EXERCISE DIRECTIONS. Write only the number of lines in the data that contain the word "Main".

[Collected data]
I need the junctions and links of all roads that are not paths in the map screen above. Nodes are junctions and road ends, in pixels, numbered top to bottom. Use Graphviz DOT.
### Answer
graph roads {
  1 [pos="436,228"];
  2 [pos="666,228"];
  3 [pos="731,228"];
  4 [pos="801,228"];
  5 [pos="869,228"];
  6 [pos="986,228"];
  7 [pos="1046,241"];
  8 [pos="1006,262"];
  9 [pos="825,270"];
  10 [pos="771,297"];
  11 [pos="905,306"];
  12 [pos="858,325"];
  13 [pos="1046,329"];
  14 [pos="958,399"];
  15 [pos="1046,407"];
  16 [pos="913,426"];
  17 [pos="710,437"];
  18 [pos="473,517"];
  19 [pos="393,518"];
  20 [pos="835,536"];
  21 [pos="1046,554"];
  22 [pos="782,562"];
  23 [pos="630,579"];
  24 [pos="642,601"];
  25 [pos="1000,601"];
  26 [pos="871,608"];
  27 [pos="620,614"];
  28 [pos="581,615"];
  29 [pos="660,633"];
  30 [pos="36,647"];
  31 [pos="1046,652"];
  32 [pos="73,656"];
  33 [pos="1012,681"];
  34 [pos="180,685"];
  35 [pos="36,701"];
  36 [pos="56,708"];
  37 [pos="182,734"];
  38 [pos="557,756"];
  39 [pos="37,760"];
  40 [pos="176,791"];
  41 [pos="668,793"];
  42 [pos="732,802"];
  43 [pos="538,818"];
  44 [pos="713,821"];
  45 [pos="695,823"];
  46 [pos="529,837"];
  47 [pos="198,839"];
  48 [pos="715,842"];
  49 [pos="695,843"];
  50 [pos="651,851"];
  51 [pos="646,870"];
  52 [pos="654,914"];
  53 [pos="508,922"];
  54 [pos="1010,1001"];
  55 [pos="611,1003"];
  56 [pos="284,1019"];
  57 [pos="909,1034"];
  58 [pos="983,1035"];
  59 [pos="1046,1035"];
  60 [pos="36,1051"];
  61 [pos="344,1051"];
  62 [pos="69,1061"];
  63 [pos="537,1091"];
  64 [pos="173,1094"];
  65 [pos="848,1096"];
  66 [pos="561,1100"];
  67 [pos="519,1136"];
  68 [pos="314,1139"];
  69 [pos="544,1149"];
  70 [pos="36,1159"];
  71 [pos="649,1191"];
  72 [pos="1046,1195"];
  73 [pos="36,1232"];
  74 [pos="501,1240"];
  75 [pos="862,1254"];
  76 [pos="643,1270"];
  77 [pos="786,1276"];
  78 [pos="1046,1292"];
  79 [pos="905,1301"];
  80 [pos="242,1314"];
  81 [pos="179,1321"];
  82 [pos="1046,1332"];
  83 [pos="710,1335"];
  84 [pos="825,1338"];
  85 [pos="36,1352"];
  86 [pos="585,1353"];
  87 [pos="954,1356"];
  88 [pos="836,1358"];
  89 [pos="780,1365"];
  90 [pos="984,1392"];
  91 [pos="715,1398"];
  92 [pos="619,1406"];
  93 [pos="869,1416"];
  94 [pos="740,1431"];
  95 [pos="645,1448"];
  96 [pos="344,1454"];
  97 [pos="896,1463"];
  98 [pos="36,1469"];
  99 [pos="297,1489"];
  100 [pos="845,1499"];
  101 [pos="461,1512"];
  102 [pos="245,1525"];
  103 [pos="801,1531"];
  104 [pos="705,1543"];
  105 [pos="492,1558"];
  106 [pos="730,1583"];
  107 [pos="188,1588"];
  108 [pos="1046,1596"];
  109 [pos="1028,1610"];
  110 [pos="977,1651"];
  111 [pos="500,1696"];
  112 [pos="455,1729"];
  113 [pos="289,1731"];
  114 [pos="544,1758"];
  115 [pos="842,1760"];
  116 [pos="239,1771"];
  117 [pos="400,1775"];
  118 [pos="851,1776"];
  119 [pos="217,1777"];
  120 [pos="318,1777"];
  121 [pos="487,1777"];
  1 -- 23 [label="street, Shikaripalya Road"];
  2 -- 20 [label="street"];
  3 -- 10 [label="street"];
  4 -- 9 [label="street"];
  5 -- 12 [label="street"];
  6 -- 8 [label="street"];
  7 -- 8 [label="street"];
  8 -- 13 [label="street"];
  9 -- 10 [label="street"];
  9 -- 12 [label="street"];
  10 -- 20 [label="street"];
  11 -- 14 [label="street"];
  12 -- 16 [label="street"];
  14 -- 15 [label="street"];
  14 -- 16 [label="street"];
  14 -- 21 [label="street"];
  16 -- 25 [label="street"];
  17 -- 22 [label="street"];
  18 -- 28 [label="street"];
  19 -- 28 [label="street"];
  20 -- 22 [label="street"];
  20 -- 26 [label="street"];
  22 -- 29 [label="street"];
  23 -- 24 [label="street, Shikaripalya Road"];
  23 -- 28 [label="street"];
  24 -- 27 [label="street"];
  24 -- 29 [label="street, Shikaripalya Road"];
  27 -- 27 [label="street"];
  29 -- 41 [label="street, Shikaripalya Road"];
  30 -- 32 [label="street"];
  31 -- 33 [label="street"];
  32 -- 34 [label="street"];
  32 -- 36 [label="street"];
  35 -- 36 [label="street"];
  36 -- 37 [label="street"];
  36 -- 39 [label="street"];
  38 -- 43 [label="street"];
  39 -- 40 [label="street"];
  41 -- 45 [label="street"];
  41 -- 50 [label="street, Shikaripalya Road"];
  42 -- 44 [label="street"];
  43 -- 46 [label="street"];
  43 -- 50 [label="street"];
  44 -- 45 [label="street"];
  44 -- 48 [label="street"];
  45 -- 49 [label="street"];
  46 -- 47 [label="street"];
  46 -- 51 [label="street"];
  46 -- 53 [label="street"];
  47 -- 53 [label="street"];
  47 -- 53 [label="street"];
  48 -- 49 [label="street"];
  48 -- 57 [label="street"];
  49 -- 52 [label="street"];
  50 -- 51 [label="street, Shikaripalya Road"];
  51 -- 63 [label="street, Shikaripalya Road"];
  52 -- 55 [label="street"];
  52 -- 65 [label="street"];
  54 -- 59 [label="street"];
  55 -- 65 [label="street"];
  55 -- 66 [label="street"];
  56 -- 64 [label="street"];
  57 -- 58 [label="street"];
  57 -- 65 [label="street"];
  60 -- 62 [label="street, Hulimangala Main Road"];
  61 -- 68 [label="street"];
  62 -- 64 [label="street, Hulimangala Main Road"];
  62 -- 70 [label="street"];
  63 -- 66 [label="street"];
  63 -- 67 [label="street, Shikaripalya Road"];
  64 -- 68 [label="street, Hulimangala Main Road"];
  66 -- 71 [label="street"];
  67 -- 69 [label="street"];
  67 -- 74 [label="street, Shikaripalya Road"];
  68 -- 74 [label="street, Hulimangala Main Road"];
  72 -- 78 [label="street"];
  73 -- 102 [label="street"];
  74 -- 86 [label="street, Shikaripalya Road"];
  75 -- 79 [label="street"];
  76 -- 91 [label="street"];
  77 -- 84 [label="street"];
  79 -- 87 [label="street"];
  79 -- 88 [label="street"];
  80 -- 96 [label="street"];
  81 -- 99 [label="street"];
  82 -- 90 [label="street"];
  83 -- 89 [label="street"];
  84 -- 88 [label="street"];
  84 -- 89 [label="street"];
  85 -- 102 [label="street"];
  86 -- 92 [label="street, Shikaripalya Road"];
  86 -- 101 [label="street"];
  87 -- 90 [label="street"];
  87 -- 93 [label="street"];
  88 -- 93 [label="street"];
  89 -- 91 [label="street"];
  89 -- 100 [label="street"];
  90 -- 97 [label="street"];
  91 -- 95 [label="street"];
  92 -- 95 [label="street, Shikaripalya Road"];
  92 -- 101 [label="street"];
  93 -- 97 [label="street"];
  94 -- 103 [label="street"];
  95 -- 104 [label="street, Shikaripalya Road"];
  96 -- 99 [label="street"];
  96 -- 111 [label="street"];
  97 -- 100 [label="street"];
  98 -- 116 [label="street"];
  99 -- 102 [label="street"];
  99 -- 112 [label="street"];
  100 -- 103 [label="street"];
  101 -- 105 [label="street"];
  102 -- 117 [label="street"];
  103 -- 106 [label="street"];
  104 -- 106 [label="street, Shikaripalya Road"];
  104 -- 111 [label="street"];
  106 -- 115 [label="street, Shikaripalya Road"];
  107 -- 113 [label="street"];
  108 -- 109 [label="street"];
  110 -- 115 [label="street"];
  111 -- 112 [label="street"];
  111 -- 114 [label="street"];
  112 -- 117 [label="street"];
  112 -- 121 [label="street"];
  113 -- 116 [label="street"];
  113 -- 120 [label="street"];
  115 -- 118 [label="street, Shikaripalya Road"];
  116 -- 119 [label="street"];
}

SOLVED EXERCISE. 4